Posted August 28 by cuteFox

Tags: ask.advice, artificial intelligence, language models.large, free

so Google's AI Studio used to have an option to finetune gemini flash for free by simply uploading a csv file. but it seems they have removed that option, so I'm looking for something similar. I know models can be finetuned on colab but the problem with that is it's way too complicated for me, I want something simpler. I think I know enough python to be able to prepare a dataset so that shouldn't be a problem.

7 comments

[6]
SloMoMonday
August 28
Link
Can't speak specifically to Google's environment and if you could provide an example of what that CSV contained, it would be helpful to figure out what fine tuning you are looking for. But to put...

Can't speak specifically to Google's environment and if you could provide an example of what that CSV contained, it would be helpful to figure out what fine tuning you are looking for.

But to put it mildly, Easy Fine Tuning is one of the many big problems with the current architecture of LLMs and speaks to many, many different topics. There are a lot of parameters in the current retail models and any potential user needs to nail down exactly what we want these tools to do so we're not wasting compute.

If you want to go down the rabbit hole that has consumed the last 2 years of my free time, your fine tuning methods range from simply setting up an interaction template to Reinforcement Learning Tools to specializing models and reducing your computation requirements with Parameter Efficiency strategies like Low Rank Adaptations narrowing down the range of paremeters your model considers or just reducing memory requirements by quantization. Its like saying you want to fine tune your car. Is it the fuel injection or suspention or breaks or your seat position.

If you want to fine tune, my guess is that you have a very specific use case you want to build for. While Google and the other big AI providers have very expensive hardware running massive models, I'd seriously reconsider if you need all the parameters these models have scraped off the entire internet. A smaller model could be run off your own hardware and gets you out of an unhealthy Google dependency. A smaller model is also less prone to collapse over longer contexts and you have a far easier time identifying where errors come from.

12 votes
1. [5]
  cuteFox (OP)
  August 29
  Link Parent
  The CSV was literally just pairs of questions and answers, like one column should contain questions and other the answers. the primary reason is I want to finetune is to customise the style of the...
  
  The CSV was literally just pairs of questions and answers, like one column should contain questions and other the answers. the primary reason is I want to finetune is to customise the style of the response, I don't think I can finetune on my GPU with only 6 GB vram. and as I said in my post, I don't want anything complicated, just very simple fine-tuning, I don't even care if they train on my data as I wouldn't upload anything personal
  
  1 vote
  1. [3]
    creesch
    August 29
    Link Parent
    Is the style of the response so specific that you can't do this by adjusting the system prompt?

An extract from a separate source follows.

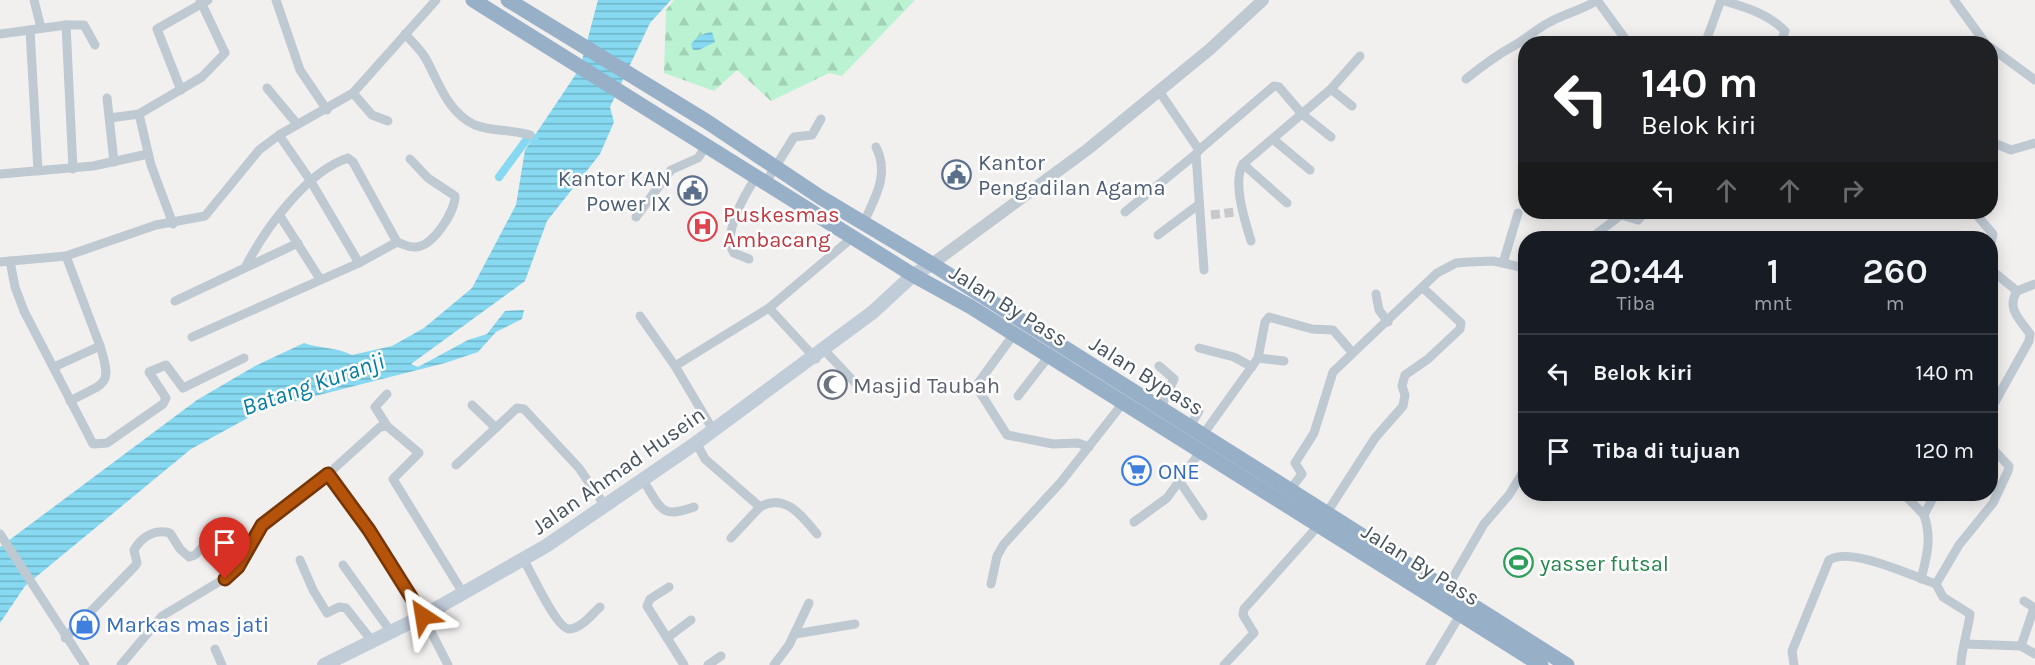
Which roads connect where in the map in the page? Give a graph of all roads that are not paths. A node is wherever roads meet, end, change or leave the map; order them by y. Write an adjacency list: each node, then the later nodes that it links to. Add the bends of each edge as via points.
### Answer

In AI studio it is called "system instructions" and most chat interfaces allow you to define on in...
    
    is I want to finetune is to customise the style of the response
    
    Is the style of the response so specific that you can't do this by adjusting the system prompt? In AI studio it is called "system instructions" and most chat interfaces allow you to define on in some way or another.
    
    You can have all sort of stuff in there, but also style guidance. For example, here are the specific things I have in most system prompts as far as style goes
    
    Follow these rules in all responses unless the user explicitly overrides them: - Avoid emojis, filler, and hype. - Avoid persuasive "marketing" language, buzzwords (e.g., "revolutionary," "game-changing"), and exaggerated claims. - Don't offer unsolicited praise or compliments. - Aim for a neutral, somewhat casual tone. Use contractions (e.g., "it's" instead of "it is"), shorter sentences, and everyday vocabulary. Avoid overly formal or academic language unless necessary. - Don't use em dashes (—) in writing.
    
    It takes some experimentation to get right and different models respond better to different instructions but generally it is quite effective for general style adjustments in the responses.
    
    4 votes
    
    [2]
    cuteFox (OP)
    August 29
    Link Parent
    I know about system prompt, but I found fine-tuning to work much much better, I'll give the system prompt another try though
    
    I know about system prompt, but I found fine-tuning to work much much better, I'll give the system prompt another try though
    
    2 votes
    
    thumbsupemoji
    August 29
    Link Parent
    Gemini especially is extremely adaptable & eager to please—get a burner gmail account & check out the /r/chatgptjailbreak page, I'm not sure you could need it to do anything that it won't already do.
    
    Gemini especially is extremely adaptable & eager to please—get a burner gmail account & check out the /r/chatgptjailbreak page, I'm not sure you could need it to do anything that it won't already do.
    
    2 votes
  2. SloMoMonday
    August 29
    Link Parent
    Think I have an idea of what that tool is. A CSV upload does not seem right for System Prompts or templates. But it feels like the perfect interface for people that needed to tune their system...
    
    Think I have an idea of what that tool is. A CSV upload does not seem right for System Prompts or templates. But it feels like the perfect interface for people that needed to tune their system using data sets pulled from conventional data stores. And even then it wouldn't be a full model tuning because thats a money and time furnace.
    
    My guess is that the file uploader was a streamlined LORA trainer. LORAS work by allowing you to almost nudge an LLM towards specific behaviour using specialized training datasets. In prompting or system variables, you can tell the LLM how much to tend towards the lora data. Just need to be careful of Overfit errors where the lora is only able to talk to the training data.
    
    I guess Google did a poor job of communicating how this method of fine tuning worked and pulled the feature when it broke things or reserved it for paying power users.
    
    You can actually get a lot of free Transformation Libraries from Huggingface to make all kinds of specialized versions of your model.
    
    But the bad news is that I can't think of an easy and free tool to get to the same result you had. There are plenty of free tools and libraries to get there but are not very user friendly. And all the easy tools tend to be expensive. The easiest alternative i can find is a Colab LORA creation wizard where you just plug and play the files and parameters. And you may need to convocalthat CSV into a JSON object.
    
    Besides that, theres unfortunately not a lot of non-technical ways to do a technical task like fine tuning that I can think of. Reinforcement training could help where you basically keep drilling test prompts and rating the outputs. Or you could have a logical rules based text checker in the background that gives the LLM answers for definitive questions.
    
    1 vote
Handshape
August 29
Link
The good/fast/cheap trifecta is in play. It'll be important to know exactly what you want the difference in your fine-tune to look like. Like SloMoMonday, I encourage you to look to a smaller...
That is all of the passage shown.